Enfin, les surfaces agricoles sont devenues sources d’énergie, soit en produisant la matière organique qui sert à la méthanisation, soit en abritant des panneaux photovoltaïques au-dessus de cultures. Si nous manquons de surface pour produire cette énergie, alors qui payera et à quel prix, les ressources énergétiques alternatives ?
Une densité intermédiaire
Bien sûr, le ZAN n’est pas exercice facile : des pistes cyclables au logement social, il nous faut de l’espace. Mais identifions bien les marges d’adaptation. Certains sols pollués, par exemple par des industries, méritent d’être décaissés et offrent des zones à construire. On peut également nuancer le poids de l’artificialisation de sols qui remplissent peu de fonctions écologiques vitales : dans le bilan entre surfaces réhabilitées et surfaces artificialisées, il faut calculer le ZAN non sur le seul équilibre des surfaces, mais aussi sur le maintien des fonctions écologiques remplies. Notre urbanisme doit privilégier une densité intermédiaire, avec des sols ouverts et de la végétation, rejetant un idéal pavillonnaire très artificialisant (et coûteux en énergie pour le chauffage et le transport). Enfin, revitalisons l’existant : le taux de logements vacants atteint 8,5 % du parc immobilier (+ 3,4 % par an depuis 2010) contre 3 % au Royaume-Uni ou 1,7 % en Suisse ; plus de 10 % des baux commerciaux de centre-ville sont inoccupés en France !

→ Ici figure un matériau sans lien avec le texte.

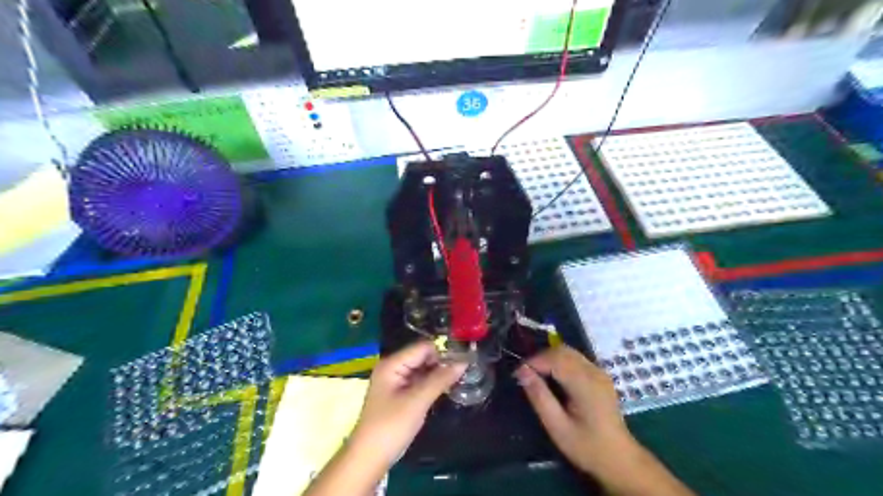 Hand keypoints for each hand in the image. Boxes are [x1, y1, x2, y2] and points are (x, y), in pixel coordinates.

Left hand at [350, 340, 463, 465]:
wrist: (368, 459)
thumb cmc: (391, 427)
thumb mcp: (417, 402)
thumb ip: (440, 380)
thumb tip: (464, 362)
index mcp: (392, 364)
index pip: (423, 347)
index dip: (443, 352)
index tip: (464, 361)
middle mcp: (393, 368)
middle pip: (423, 357)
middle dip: (442, 363)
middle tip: (465, 372)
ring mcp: (395, 381)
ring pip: (422, 370)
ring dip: (439, 374)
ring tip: (461, 379)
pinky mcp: (399, 395)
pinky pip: (419, 382)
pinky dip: (432, 384)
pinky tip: (446, 389)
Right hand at [515, 346, 638, 475]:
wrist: (620, 460)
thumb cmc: (586, 447)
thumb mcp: (557, 426)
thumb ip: (539, 396)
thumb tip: (522, 371)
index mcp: (585, 384)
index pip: (554, 358)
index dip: (533, 361)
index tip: (518, 374)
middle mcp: (594, 372)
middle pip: (562, 351)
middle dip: (540, 358)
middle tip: (525, 375)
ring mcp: (599, 372)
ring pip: (569, 352)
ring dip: (550, 358)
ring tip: (536, 375)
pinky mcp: (600, 376)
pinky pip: (576, 359)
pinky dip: (560, 361)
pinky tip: (553, 378) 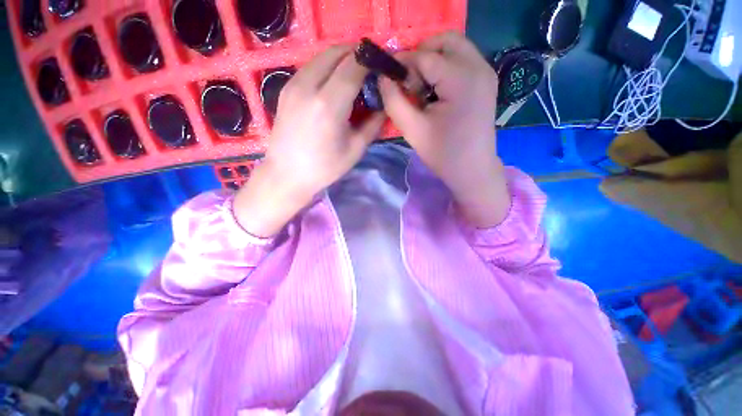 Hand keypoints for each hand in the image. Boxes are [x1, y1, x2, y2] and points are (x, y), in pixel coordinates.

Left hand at [234, 45, 384, 236]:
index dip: (371, 61)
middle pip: (336, 53)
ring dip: (341, 59)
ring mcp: (293, 84)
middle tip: (370, 68)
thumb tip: (384, 105)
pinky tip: (333, 83)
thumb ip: (373, 124)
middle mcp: (308, 86)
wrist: (287, 174)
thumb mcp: (355, 150)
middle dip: (357, 54)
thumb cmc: (324, 168)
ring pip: (322, 56)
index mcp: (329, 105)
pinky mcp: (286, 88)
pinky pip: (310, 67)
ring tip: (354, 75)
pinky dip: (326, 67)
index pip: (354, 66)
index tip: (382, 66)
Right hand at [379, 32, 509, 226]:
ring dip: (433, 60)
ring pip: (454, 48)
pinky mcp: (486, 82)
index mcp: (461, 79)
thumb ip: (394, 101)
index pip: (425, 56)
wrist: (473, 170)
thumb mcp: (413, 130)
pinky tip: (436, 92)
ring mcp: (486, 73)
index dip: (403, 64)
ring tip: (421, 89)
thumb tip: (383, 77)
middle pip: (445, 40)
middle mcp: (479, 67)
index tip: (389, 80)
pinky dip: (445, 68)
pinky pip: (462, 60)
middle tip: (408, 81)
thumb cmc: (443, 154)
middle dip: (421, 55)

Une autre dette se profile donc : celle qu’entraînera la perte des sols dont la surface fait notre eau, notre climat, notre alimentation, notre énergie et notre santé. Ne perdons pas de vue l’essentiel pour notre vieillesse et nos enfants : les solutions aux difficultés d’aujourd’hui ne doivent en aucun cas hypothéquer l’avenir, ni en matière de sol, ni en matière de dette. Mettons-nous autour d’une table et améliorons ensemble la loi. Mais ne laissons pas des visions partielles accaparer l’avenir de tous : investissons dans les sols.